Generally, the pos and negs do not have to be the same since it is a circuit and it is the total R of pos and neg that counts. So it ought to be ok if the pos links are equal and the neg links are equal but the paths from pos and neg junctions to the converter are not the same. Or maybe it does matter. I have no clue.

So IMO go with Method 2 since you have two batts anyway. And as you say, if you change to a pair of 6s, you will need their series connection link and Method 3 makes for two parallel links you don't want with the 6s.

So perhaps somebody who does have a clue about all this like PT does, can step in here and explain it all. 🙂

BFL13 wrote:
Exactly half is hard to achieve. You have no way to know if you are getting that or 1/4 and 3/4. You just ASSume half each except with Method 2 and two batts you are pretty safe there getting about half each.

Method 3 requires all links to be equal or it doesn't come out right. The shunt and its single wire (however long) to battery neg adds to the length of the neg linkage. Good luck figuring out how much to shorten the two negs to make it all come out even again!

No need to re- drill everything, just junction as now and use "adapter wires" with a 3/8 at one end for connecting to the shunt.
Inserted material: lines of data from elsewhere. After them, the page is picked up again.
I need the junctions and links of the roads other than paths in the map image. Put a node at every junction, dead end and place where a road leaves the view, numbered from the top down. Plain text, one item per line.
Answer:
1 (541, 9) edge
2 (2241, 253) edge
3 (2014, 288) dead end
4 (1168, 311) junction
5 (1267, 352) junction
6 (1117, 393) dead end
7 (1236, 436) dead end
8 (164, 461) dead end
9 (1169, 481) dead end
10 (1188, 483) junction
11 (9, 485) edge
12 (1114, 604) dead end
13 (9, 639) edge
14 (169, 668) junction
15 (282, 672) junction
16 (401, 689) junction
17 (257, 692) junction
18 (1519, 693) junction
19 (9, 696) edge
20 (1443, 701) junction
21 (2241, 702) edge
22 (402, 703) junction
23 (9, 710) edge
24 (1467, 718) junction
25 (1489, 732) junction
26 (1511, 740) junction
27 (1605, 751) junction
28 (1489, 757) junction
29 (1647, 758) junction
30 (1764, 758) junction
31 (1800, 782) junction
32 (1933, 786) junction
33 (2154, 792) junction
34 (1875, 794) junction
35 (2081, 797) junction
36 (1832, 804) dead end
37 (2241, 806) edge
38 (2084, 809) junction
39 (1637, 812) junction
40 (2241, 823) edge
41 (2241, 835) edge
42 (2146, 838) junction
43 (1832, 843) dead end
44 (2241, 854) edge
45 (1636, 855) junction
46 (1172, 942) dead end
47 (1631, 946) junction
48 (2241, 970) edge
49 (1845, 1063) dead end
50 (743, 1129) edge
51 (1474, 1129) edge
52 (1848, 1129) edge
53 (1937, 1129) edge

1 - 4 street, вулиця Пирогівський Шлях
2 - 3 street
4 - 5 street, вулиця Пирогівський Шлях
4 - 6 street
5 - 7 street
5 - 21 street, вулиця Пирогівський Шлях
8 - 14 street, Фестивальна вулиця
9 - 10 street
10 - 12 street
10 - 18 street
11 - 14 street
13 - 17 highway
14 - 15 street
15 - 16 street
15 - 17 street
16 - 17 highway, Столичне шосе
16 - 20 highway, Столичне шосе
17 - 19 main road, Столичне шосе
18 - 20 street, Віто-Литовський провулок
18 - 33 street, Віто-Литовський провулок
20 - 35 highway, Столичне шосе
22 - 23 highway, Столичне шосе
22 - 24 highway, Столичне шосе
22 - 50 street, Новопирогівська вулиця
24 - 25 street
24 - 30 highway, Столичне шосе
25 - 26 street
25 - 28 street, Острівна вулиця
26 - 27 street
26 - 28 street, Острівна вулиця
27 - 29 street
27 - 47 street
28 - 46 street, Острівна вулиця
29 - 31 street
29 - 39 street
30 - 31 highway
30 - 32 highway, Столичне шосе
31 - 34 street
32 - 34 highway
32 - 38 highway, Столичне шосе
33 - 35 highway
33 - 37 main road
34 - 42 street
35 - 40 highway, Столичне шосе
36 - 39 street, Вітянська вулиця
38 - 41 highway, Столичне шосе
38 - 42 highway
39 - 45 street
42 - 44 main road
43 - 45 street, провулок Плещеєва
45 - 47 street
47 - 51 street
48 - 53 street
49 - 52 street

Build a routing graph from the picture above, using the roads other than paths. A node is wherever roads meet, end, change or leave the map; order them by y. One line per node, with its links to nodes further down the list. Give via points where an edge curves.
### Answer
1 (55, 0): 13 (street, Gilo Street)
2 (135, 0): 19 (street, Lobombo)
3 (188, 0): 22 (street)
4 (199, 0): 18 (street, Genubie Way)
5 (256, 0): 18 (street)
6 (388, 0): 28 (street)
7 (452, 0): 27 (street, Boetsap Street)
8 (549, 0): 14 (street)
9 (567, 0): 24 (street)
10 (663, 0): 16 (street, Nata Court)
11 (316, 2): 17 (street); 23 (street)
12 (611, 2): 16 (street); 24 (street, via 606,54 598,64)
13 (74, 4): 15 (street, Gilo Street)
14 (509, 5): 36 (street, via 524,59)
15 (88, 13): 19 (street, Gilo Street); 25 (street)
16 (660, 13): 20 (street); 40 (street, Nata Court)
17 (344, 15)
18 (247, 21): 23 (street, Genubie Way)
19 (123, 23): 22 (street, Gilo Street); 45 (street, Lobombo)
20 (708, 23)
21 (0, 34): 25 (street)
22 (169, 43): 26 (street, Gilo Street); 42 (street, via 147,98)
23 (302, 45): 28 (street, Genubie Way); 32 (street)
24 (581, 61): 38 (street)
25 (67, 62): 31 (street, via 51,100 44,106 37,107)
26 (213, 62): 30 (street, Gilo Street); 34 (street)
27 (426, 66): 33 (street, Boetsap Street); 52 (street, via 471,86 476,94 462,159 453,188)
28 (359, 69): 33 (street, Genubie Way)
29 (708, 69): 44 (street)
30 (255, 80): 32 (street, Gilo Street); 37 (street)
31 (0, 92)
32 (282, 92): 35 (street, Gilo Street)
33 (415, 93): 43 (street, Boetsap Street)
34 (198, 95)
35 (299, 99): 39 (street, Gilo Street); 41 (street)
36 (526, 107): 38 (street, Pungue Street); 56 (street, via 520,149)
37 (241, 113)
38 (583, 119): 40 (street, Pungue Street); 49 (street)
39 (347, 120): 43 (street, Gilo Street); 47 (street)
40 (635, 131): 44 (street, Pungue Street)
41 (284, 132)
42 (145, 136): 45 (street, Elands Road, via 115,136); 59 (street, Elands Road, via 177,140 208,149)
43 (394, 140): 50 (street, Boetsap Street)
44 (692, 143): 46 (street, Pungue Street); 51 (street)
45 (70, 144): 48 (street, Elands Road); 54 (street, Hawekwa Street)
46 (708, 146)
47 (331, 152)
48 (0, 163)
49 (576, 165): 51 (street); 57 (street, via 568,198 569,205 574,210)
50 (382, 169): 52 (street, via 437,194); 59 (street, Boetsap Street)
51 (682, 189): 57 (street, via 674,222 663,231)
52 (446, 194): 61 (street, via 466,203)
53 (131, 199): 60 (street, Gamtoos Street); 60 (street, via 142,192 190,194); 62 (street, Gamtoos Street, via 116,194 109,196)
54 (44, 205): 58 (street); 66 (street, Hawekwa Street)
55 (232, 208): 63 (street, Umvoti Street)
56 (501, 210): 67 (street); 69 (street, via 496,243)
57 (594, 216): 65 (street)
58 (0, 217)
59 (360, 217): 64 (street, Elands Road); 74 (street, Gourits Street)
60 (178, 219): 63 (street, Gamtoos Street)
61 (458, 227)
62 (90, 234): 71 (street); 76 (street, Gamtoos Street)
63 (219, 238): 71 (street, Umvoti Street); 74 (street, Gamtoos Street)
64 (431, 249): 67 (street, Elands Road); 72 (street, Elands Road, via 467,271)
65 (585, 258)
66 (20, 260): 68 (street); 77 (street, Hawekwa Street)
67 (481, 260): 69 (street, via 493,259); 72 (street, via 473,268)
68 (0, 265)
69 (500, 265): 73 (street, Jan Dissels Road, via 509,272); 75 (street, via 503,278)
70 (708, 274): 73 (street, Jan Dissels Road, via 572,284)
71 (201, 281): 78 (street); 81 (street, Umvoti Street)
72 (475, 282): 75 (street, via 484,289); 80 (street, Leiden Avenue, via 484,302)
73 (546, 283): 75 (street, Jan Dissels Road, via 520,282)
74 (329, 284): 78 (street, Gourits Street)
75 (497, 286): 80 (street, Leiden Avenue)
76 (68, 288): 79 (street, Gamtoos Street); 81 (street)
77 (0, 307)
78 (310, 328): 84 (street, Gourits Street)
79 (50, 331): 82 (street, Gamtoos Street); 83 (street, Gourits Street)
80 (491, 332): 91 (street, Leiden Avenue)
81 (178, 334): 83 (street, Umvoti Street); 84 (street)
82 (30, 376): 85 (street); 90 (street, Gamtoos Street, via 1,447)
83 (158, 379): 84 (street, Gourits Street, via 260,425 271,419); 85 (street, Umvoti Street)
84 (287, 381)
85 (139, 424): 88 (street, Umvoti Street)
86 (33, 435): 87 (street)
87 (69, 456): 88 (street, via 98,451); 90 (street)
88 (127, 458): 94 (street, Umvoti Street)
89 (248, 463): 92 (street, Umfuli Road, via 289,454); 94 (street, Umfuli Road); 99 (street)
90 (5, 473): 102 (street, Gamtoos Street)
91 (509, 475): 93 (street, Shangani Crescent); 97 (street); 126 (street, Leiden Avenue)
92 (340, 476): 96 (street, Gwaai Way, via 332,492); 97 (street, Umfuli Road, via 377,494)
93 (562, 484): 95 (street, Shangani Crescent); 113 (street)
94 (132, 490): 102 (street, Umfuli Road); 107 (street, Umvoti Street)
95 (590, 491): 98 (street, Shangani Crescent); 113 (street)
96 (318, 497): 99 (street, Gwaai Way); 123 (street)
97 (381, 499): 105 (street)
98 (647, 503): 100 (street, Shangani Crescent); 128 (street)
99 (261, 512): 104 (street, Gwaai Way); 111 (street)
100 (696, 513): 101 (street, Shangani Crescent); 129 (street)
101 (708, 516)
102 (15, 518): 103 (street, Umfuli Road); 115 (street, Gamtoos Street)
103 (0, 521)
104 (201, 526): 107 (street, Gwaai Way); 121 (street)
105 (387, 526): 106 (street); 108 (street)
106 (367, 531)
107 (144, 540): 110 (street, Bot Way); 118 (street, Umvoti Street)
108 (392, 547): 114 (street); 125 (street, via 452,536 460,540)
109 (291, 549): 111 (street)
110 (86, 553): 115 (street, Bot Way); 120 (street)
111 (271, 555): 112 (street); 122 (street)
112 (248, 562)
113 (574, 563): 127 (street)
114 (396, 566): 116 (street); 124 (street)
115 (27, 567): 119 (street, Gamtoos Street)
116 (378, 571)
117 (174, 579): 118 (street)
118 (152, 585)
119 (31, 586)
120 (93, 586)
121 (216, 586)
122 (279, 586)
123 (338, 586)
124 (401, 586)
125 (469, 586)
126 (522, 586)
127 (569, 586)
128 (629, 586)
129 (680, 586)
Longer bolts will hold more lugs but eg, Mex says to avoid stacking if possible and go with buss bars. Some stacking is going to happen. It is worse with big lugs that are uneven, not flat. Hard to stack those. Stacking also requires rotating the wires away from one line up so the lugs can touch down flat. With many wires in the stack, you end up with a windmill of wires and can't get one around there because something is in the way of it sideways.

When you collect several thinner wires on a buss, the next single wire out from there has to be fat enough to carry the total amps of all those thinner wires.

Why can only one wire come off the shunt? It doesn't say that in the manual. Why can't I have two negative wires attached to the shunt, one to each battery. Electrically, this is no different than method 2, so I don't get why it's not allowed.

Exactly half is hard to achieve. You have no way to know if you are getting that or 1/4 and 3/4. You just ASSume half each except with Method 2 and two batts you are pretty safe there getting about half each.

Method 3 requires all links to be equal or it doesn't come out right. The shunt and its single wire (however long) to battery neg adds to the length of the neg linkage. Good luck figuring out how much to shorten the two negs to make it all come out even again!

No need to re- drill everything, just junction as now and use "adapter wires" with a 3/8 at one end for connecting to the shunt.

Longer bolts will hold more lugs but eg, Mex says to avoid stacking if possible and go with buss bars. Some stacking is going to happen. It is worse with big lugs that are uneven, not flat. Hard to stack those. Stacking also requires rotating the wires away from one line up so the lugs can touch down flat. With many wires in the stack, you end up with a windmill of wires and can't get one around there because something is in the way of it sideways.

When you collect several thinner wires on a buss, the next single wire out from there has to be fat enough to carry the total amps of all those thinner wires.